Technische Universität Dresden, Institute for Materials Science, Dresden, Germany;
*Fraunhofer Institute for Manufacturing and Advanced Materials (IFAM), Dresden, Germany

 

Solid state sintering is driven by the vacancy gradients created by surface curvatures of the powder particles during sintering or of the pores at the final state of sintering. Contact formation and densification are theoretically calculated for model systems and give quite good description of the changes that can be observed in sintering experiments. Normally the model theories assume elemental systems with on sort of atoms to describe the diffusion processes that lead to contact growth and shrinkage of the system. Surprisingly there is no literature about multicomponent system, obviously because automatically these systems are assumed to behave completely similar to elemental systems with some effective diffusion coefficient. However, already in early publications about sintering fundamentals the possibility of segregation during sintering was discussed, if the atoms in the alloy would have large differences in their diffusion coefficients.

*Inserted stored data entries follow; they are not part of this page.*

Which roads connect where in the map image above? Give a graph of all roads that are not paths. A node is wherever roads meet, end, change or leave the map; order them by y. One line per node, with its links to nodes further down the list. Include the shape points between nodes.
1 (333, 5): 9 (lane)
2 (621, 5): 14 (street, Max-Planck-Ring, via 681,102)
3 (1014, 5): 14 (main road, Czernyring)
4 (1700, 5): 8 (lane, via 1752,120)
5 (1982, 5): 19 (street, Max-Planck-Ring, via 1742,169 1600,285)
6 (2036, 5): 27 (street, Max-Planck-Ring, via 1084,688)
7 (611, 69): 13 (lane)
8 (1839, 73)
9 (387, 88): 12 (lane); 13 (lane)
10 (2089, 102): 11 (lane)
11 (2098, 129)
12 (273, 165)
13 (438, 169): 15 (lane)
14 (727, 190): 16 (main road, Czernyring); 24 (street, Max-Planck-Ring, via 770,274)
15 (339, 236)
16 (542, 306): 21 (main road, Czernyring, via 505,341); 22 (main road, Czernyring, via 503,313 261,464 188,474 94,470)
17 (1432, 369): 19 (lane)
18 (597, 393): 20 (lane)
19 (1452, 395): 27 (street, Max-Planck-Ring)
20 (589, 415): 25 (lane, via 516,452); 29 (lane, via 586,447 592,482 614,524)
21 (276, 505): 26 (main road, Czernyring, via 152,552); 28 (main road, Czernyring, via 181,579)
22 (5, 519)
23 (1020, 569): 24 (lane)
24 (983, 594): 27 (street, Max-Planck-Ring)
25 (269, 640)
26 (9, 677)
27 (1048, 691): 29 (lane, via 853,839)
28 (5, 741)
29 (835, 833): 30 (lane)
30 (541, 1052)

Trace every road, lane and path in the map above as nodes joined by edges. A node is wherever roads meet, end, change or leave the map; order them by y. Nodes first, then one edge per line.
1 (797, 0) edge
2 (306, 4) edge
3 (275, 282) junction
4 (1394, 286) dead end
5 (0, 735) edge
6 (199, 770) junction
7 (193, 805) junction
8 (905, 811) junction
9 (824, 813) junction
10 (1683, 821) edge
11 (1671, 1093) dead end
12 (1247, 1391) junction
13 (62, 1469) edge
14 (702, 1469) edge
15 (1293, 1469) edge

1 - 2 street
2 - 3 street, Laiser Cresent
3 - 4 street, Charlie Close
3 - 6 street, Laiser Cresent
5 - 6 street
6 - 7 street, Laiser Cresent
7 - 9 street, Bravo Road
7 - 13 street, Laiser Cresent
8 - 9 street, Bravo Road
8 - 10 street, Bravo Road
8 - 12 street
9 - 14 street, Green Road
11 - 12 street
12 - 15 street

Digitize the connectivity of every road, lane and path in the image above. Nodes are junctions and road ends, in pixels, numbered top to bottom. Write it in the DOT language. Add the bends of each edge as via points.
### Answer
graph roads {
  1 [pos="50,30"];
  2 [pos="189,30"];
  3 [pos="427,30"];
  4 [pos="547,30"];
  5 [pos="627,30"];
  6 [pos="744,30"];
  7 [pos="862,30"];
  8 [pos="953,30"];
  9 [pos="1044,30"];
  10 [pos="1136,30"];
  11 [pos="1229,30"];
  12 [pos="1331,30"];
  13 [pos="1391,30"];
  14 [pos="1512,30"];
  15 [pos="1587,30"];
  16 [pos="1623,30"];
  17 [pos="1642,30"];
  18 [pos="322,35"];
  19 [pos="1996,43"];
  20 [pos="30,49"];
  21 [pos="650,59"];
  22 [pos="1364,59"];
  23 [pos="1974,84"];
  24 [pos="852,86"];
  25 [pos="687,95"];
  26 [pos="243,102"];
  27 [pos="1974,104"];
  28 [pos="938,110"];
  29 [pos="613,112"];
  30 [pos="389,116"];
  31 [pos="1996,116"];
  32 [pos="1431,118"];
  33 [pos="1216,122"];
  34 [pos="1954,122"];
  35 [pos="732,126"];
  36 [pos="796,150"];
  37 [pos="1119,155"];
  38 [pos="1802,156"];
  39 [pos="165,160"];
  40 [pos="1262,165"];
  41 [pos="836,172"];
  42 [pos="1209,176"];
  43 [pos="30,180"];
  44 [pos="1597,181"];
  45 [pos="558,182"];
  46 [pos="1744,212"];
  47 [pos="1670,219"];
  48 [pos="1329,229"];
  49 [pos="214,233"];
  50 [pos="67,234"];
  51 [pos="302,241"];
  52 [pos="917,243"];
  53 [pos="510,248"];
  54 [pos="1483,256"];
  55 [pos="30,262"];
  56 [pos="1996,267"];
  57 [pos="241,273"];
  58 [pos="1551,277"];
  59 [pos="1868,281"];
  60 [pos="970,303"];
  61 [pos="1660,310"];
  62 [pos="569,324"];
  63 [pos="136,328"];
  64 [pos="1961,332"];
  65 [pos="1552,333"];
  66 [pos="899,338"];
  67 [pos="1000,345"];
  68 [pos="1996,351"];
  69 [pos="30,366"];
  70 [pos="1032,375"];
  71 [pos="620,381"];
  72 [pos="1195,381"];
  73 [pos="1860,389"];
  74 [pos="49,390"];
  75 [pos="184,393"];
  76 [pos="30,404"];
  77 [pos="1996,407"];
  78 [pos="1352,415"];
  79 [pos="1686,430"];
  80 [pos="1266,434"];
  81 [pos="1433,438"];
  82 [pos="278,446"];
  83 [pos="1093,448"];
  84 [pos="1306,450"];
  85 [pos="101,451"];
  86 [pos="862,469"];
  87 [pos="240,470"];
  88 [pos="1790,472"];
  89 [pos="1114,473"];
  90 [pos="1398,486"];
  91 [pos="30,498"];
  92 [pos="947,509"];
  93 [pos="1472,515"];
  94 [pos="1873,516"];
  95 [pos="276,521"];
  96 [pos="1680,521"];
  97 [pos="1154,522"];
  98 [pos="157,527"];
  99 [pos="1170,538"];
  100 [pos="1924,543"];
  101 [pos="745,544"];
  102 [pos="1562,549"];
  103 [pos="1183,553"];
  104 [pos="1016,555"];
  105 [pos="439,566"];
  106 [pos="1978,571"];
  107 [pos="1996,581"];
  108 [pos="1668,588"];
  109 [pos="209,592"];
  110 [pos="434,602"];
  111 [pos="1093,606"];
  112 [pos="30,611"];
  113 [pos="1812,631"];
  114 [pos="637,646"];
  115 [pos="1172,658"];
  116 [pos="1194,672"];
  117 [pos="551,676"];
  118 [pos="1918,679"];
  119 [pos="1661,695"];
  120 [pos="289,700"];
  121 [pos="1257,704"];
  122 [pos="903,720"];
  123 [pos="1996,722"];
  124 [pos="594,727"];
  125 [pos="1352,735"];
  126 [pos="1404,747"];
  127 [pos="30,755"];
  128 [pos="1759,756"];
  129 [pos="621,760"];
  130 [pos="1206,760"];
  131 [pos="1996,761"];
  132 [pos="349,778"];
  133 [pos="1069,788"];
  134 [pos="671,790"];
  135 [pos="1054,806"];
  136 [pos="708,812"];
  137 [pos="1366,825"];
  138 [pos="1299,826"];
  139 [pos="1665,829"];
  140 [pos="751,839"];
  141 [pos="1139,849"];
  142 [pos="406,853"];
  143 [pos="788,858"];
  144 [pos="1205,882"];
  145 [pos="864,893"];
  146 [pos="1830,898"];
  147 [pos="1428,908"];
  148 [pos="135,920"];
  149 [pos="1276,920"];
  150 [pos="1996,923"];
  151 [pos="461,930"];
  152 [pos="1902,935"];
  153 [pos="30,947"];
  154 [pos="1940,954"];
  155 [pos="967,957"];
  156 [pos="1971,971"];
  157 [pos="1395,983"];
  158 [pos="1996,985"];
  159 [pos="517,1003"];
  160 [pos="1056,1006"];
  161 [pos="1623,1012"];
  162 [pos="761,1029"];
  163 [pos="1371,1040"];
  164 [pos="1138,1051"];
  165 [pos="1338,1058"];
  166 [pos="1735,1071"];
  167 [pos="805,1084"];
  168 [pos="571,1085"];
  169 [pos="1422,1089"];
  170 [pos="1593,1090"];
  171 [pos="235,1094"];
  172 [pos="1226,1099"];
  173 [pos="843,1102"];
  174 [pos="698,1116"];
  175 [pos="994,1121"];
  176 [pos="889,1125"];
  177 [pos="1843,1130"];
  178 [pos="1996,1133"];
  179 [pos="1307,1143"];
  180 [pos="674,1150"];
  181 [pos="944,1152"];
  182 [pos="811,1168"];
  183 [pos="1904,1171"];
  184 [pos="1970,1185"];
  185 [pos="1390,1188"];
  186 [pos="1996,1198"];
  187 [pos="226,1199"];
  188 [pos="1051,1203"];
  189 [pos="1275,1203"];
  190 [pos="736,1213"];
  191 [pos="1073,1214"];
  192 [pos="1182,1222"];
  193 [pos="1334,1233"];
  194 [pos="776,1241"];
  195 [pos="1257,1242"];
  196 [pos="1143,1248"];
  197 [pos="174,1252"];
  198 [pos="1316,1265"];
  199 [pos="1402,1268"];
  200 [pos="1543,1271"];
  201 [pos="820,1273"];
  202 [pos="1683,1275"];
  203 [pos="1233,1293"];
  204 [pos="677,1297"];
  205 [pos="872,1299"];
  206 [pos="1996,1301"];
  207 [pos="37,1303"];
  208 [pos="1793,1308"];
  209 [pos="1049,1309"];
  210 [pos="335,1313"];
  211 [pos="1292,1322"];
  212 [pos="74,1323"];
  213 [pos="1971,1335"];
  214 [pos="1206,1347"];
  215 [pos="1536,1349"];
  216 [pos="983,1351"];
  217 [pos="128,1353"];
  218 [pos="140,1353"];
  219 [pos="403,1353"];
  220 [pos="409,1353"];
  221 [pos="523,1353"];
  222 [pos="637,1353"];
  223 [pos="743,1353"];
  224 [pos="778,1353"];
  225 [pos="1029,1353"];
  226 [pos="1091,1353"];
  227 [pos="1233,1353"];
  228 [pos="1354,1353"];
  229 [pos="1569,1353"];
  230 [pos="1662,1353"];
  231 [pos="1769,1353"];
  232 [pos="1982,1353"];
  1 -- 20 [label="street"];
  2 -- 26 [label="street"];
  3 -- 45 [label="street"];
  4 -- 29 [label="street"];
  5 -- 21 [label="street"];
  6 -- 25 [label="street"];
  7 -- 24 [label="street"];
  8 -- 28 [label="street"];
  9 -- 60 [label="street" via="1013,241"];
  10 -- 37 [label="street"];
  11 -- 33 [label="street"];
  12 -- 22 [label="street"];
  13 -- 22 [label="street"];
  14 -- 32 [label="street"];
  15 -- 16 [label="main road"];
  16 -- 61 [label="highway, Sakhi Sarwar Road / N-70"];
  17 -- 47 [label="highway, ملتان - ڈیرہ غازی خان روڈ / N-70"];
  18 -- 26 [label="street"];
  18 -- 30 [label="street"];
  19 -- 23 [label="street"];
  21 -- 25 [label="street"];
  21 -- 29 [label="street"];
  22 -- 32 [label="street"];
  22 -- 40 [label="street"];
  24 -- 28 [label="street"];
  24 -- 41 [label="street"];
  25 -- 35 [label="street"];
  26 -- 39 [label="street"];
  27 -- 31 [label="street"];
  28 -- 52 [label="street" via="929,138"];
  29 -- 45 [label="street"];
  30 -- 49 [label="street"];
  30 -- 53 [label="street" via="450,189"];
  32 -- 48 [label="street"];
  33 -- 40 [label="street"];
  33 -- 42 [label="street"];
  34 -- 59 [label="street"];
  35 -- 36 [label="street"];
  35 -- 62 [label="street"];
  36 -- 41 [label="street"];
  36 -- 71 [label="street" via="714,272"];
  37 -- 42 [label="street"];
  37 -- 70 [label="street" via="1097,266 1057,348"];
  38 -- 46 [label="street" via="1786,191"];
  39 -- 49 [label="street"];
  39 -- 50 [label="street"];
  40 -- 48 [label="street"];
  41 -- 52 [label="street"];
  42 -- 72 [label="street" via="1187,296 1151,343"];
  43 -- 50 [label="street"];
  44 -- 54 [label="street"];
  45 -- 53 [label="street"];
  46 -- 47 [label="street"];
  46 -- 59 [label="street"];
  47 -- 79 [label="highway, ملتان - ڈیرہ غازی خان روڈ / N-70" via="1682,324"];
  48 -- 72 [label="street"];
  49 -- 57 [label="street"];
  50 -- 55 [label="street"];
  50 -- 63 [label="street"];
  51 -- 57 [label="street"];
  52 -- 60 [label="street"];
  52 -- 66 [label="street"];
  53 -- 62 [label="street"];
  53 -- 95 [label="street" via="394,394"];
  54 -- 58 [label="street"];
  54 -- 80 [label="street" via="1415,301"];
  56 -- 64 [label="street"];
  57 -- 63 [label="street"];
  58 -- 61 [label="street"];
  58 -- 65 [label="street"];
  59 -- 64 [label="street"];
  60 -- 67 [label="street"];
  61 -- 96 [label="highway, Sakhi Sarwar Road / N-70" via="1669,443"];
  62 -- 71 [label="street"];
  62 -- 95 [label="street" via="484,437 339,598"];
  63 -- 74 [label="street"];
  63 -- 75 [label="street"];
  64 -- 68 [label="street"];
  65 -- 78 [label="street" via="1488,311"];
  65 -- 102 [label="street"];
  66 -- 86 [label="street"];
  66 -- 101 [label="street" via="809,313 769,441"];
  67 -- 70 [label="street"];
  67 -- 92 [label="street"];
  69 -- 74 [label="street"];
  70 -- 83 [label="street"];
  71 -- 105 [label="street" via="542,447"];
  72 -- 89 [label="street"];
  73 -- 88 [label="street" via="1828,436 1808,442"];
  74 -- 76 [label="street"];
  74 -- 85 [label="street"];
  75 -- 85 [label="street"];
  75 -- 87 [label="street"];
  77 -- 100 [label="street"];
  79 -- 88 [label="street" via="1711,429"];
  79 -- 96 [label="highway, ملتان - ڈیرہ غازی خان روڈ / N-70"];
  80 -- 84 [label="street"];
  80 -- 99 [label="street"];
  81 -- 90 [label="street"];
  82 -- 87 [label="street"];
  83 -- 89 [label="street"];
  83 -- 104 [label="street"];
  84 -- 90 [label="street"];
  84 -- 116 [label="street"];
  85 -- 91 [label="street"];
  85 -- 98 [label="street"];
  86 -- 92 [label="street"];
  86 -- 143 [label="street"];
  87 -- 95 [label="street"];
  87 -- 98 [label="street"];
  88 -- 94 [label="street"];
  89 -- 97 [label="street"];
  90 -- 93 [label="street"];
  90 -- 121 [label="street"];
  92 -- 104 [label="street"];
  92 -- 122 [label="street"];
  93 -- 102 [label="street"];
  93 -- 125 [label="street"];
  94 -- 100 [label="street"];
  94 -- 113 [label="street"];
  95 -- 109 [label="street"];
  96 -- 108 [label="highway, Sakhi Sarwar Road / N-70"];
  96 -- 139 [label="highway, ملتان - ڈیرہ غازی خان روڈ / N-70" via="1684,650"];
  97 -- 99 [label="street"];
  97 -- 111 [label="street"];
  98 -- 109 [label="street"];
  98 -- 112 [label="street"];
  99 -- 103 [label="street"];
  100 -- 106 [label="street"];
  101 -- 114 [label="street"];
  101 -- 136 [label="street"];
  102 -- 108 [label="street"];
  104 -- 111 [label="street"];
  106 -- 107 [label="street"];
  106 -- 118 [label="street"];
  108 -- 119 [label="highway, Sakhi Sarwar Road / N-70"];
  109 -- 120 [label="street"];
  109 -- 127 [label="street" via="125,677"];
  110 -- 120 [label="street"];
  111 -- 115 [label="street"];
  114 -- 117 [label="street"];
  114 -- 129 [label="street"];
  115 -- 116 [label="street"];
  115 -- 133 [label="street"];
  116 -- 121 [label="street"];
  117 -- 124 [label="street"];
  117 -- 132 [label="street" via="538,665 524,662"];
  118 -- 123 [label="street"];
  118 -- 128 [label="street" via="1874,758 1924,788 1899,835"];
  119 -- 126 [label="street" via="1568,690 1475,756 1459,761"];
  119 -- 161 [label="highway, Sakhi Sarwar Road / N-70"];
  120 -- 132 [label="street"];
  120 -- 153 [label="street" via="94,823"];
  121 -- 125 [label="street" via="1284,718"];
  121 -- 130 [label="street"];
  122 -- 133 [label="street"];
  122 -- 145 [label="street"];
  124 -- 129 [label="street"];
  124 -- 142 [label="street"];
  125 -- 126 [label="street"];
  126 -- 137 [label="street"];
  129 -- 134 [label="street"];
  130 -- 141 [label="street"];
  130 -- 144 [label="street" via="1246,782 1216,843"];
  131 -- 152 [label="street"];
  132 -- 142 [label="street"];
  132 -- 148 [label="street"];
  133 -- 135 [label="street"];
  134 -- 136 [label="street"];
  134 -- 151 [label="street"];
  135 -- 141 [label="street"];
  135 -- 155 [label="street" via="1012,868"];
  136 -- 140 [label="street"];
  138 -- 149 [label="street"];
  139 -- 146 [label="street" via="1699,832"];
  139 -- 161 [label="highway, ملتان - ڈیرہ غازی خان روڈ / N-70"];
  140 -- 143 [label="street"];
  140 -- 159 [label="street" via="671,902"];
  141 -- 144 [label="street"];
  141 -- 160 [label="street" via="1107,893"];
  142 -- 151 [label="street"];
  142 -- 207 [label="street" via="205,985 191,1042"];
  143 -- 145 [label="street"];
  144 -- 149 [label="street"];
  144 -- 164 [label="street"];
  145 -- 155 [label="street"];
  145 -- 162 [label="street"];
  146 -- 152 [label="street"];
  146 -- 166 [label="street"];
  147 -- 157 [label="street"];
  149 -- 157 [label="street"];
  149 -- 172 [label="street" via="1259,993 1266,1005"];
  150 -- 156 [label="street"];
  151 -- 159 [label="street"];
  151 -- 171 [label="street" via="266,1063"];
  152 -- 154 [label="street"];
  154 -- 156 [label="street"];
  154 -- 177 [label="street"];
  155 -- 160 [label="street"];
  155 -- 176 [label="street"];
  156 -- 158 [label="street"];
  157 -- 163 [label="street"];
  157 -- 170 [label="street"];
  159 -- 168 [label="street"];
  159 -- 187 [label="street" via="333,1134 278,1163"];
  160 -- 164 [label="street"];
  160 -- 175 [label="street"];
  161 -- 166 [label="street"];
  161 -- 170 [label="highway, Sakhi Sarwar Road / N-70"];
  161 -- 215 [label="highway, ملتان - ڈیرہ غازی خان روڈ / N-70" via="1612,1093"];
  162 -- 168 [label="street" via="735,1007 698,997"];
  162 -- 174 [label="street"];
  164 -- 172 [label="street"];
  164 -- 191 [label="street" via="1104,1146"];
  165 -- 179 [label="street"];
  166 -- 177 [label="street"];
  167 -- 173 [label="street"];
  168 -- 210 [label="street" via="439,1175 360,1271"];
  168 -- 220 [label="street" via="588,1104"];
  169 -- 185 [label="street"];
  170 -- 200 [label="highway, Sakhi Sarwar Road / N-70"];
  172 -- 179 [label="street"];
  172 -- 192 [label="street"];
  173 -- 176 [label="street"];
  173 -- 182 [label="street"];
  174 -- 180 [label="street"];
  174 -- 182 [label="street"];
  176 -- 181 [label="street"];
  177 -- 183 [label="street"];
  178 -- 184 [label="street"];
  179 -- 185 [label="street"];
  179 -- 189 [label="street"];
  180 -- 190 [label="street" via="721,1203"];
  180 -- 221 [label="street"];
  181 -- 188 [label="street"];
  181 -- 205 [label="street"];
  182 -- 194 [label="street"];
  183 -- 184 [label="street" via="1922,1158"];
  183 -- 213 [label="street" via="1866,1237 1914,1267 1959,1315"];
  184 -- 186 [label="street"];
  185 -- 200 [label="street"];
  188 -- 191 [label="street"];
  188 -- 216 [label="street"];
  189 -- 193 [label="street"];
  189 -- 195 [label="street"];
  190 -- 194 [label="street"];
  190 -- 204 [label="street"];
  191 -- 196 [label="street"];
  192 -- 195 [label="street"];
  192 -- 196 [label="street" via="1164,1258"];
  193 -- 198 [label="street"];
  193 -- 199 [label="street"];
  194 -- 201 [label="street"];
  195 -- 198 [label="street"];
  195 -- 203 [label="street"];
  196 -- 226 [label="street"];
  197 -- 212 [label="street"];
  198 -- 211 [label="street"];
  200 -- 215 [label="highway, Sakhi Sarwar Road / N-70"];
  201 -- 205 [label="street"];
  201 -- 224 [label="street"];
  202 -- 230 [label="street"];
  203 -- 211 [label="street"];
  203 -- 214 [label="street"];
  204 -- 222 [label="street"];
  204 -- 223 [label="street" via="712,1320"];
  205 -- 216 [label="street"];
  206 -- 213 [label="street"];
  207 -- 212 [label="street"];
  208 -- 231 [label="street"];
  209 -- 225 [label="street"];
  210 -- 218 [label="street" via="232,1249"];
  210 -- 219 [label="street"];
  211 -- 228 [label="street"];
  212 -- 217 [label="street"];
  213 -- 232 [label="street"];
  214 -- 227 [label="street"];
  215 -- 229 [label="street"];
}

Motivated by the activities in High Entropy Alloys that normally consist out of at least 5 elements in nearly equiatomic proportions the authors analyzed the problem of sintering in multicomponent systems. The theoretical analysis shows, that at standard conditions no segregation happens and very small gradients of the elemental concentrations are built up during diffusion. These gradients adjust the mobility of all elements to the same value ensuring that neck regions and pores are filled with a homogeneous solid solution of the initial composition. It will be shown, that the effective diffusion coefficient can be calculated by a combination of the partial diffusion coefficients of the elements. Since the concentration gradients are defined by the gradient of vacancy concentration in extreme conditions of nanometer particles more pronounced effects can be expected.